The date was endorsed by a “reform forum,” established to resolve the crisis and comprising Bangkok’s elite (including the military). Suthep and his followers were dissatisfied, and left the forum in protest, rejecting Yingluck even as an interim prime minister and demanding that the election be held after political reforms – the sort he would agree with – are implemented to eliminate all vestiges of the Thaksin clan from government.

In fact, Suthep has called for a “people’s council,” comprised of 400 unbiased representatives. The council would replace the Senate after the upper house nominates a new leader to be appointed by the King, thus obviating the need for elections in the near future. Wassana Nanuam, the military-affairs correspondent of the English-language daily Bangkok Post, has described the move as a “silent” coup d’état: no tanks in the streets.

The Democrat Party, led by the former court-appointed Prime Minister Abhisit Vejjajiva, has separately announced a boycott of the February 2 election on the grounds that the party could not reform the country even if it participated. The Democratic Party last won a parliamentary majority in 1992.

While the military chiefs’ inclinations have been with Bangkok’s elites, they are being careful to keep their options open. Their unsuccessful stint in power following the military coup in 2010 appears to have taught them that they should wait to see if their political allies can break Thaksin’s electoral stranglehold, which has lasted 12 years and five general elections, before deciding what to do next.

Bangkok’s elites maintain that the billionaire Thaksin and his allies have bought their electoral victories. But Freedom House, which tracks democracy and civil rights around the world, declared Yingluck’s landslide electoral victory in 2011 free and fair, a position supported by most Thailand experts.

Despite Thaksin’s corrupt image, a majority of mainly poorer Thais see him as their only alternative to the country’s out-of-touch urban elites. Indeed, Suthep’s insistence on delaying the election is an open admission that he and his allies cannot win a fair contest, and he has even gone so far as to suggest that, with the “right” leader, Thailand may not need elections at all in the future. Nor is it clear that any reforms would satisfy the anti-Thaksin camp, except for those designed to deny Thaksin’s followers a parliamentary majority.

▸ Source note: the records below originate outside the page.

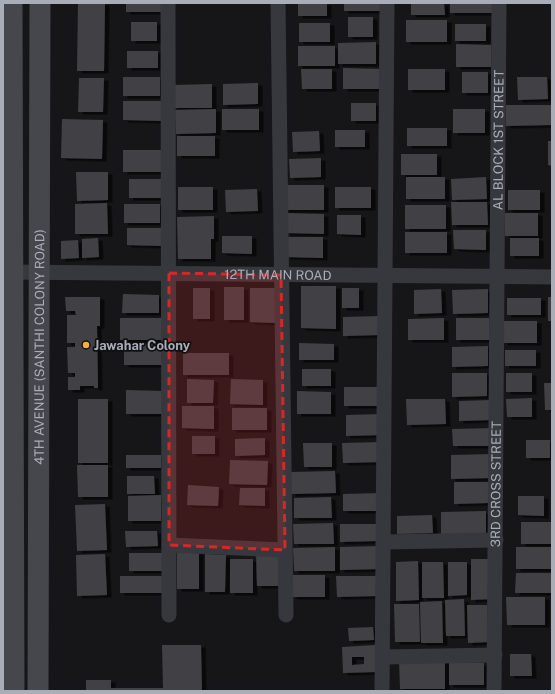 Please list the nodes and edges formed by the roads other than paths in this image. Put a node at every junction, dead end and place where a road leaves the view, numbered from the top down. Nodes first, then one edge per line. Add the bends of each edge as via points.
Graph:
1 (12, 3) edge
2 (40, 3) edge
3 (168, 3) edge
4 (278, 3) edge
5 (387, 3) edge
6 (499, 3) edge
7 (8, 272) edge
8 (39, 272) junction
9 (169, 273) junction
10 (281, 276) junction
11 (498, 276) junction
12 (386, 277) junction
13 (552, 277) edge
14 (8, 402) edge
15 (496, 540) junction
16 (383, 542) junction
17 (169, 545) junction
18 (285, 550) junction
19 (169, 615) dead end
20 (286, 615) dead end
21 (495, 655) junction
22 (382, 658) junction
23 (14, 691) edge
24 (38, 691) edge
25 (382, 691) edge
26 (494, 691) edge

1 - 7 street, 4TH AVENUE (SANTHI COLONY ROAD)
2 - 8 street, 4TH AVENUE (SANTHI COLONY ROAD)
3 - 9 street
4 - 10 street
5 - 12 street
6 - 11 street, AL BLOCK 1ST STREET
7 - 8 street, 12TH MAIN ROAD
7 - 14 street, 4TH AVENUE (SANTHI COLONY ROAD)
8 - 9 street, 12TH MAIN ROAD
8 - 24 street, 4TH AVENUE (SANTHI COLONY ROAD)
9 - 10 street, 12TH MAIN ROAD
9 - 17 street
10 - 12 street, 12TH MAIN ROAD
10 - 18 street
11 - 12 street, 12TH MAIN ROAD
11 - 13 street, 12TH MAIN ROAD
11 - 15 street, 3RD CROSS STREET
12 - 16 street
14 - 23 street, 4TH AVENUE (SANTHI COLONY ROAD)
15 - 16 street
15 - 21 street, 3RD CROSS STREET
16 - 22 street
17 - 18 street
17 - 19 street
18 - 20 street
21 - 22 street
21 - 26 street, 3RD CROSS STREET
22 - 25 street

That said, Thaksin and his sister bear some responsibility for their recent misfortunes. Guilty of excessive hubris, their ability to empathize with the peasants and the urban poor is matched only by their disregard for the urban middle class and its members’ demand for clean government and rule of law rather than populism.

Yingluck must also take some blame for her clumsy handling of the current crisis. What ignited the protests was her attempt to amend an amnesty bill, originally intended as a grudging act of reconciliation between the country’s opposing “red” and “yellow” political camps. But, while the amnesty was to apply to lesser crimes committed from 2006 to 2011, Yingluck tried to extend it two years earlier and include capital crimes – a move rightly seen as a blatant attempt to absolve her brother and pave the way for his return to Thailand.

Thaksin’s supporters miscalculated in assuming that they could so easily abuse their parliamentary majority. Their effort to manipulate the amnesty, though not unconstitutional, was nonetheless arrogant and provocative. Anger erupted among Bangkok’s middle classes, prompting Suthep to unleash his mobs.

The story is far from over. If recent history is any guide, the February election (assuming it is held) will sweep Thaksin’s allies back to power. What follows will be fraught with risks of further instability, as poor rural Thais face off against wealthy urban elites, and polarization intensifies between the north, where most people live, and the southern power base of the Democrat Party and Suthep, the street mobs’ leader.